I managed to find when Andy F’s next free weekend was work wise, which was 30th November and 1st December, so the date was set, Sunday 1st December.
Where would we be walking?
Good question, so I suggested Derwent Edge, with reserves of Castleton’s Great Ridge, Eyam Moor and Froggatt Edge should we have snow making access to that part of the Dark Peak difficult.
You may be wondering what I mean about making access to that part of the Dark Peak, but those who know that area well, will be all too aware that the A57 Snake Pass is one of a few roads around there, that will be closed when it snows heavy or even freezes.
As the name suggests, it’s a twisty bit of road, snaking its way east to west across the bleak and open Dark Peak between the high plateaus of Kinder and Bleaklow, between Sheffield in the east and Glossop in the west.
Oh, and the snow can get very deep in places, as you can see with this photo taken back in April 2013! I had also been on Derwent Moor in the snow, earlier this year (2013). You can read about that day in Derwent Moor to Highshaw Clough from Cutthroat Bridge.
Snow near Highshaw Clough, Derwent Moor, Easter 2013 I'm almost six foot tall, so you can see how deep the snow can get.... |
Now I along
with Shaun had walked Derwent Edge before, independently, Shaun earlier this
year, while myself last year. Derwent
Edge has an impressive array of weathered gritstone formations, notably the
Salt Cellar, Cakes of Bread and others.
I had covered last year’s walk on Derwent Edge in my blog; Derwent Moor and those funny shaped stones! Which this route is was based on.
So the route was shared with all, the date was set, and all looked good. Then, it was suggested we make a weekend out of it!
Sadly, due to commitments, I had to decline, but the two Andy’s and Shaun stayed at Hartington Youth Hostel, and by all accounts, it seemed they were very well catered for.
Prior to that, a friend of Shaun’s, Stuart, joined us for the walk.
Sadly though, Andy F wasn't feeling too well and had to drop out while Barney had other commitments.
But, fear not, we carried on and the boys staying at the Youth Hostel befriended a couple more walkers, Cheryl and Steve, who also joined us for the walk.
The route, we would park at Heatherdene Car Park, walk to Ladybower Inn, take the track up to Cutthroat Bridge, head across Derwent Moor to Whinstone Lee Tor, Hurkling Stone, Wheel Stones, taking the track north to Back Tor and Lost Lad.
From there, descend to Ladybower Reservoir and back to the cars.
Taking in to account the shorter available daylight time, sunset was 15:50 hrs. I carefully planned the route, looking at the timings and advised all that we could be returning to the cars after sunset, were they comfortable with that and to ensure they had head torches.
Not that I expected anyone to have any qualms, and the response was an overwhelming no problem.
So all was set, we just wanted the weather to be reasonable at least and enjoy the day.

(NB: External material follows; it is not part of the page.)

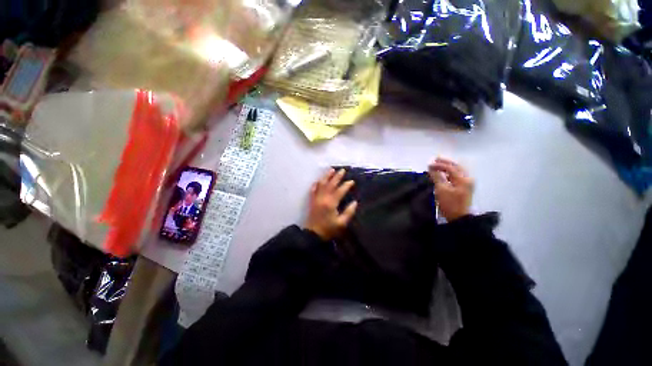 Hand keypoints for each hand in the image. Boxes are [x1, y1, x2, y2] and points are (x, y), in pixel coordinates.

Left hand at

Well, for the others, apart from Neil, who drove up Sunday morning, they had a good weekend.
Me, jealous?
Well, slightly……
Next time chaps, I hope….
Sunday arrived I’d had a very good drive up and enjoyed a Peak District sunrise, virtually no cars on the roads! I arrived at Ladybower nice and early, time to have a second breakie, some toast and a hot coffee from my thermal mug.
Once I’d had my second breakie, I got suited and booted, then took a walk up, to find Neil already there, also suited and booted. Neil hadn’t much later than me arriving and parking up at Heatherdene car park.
We had a good chat, for this was the first time I’d met Neil, though we had communicated many times via Twitter.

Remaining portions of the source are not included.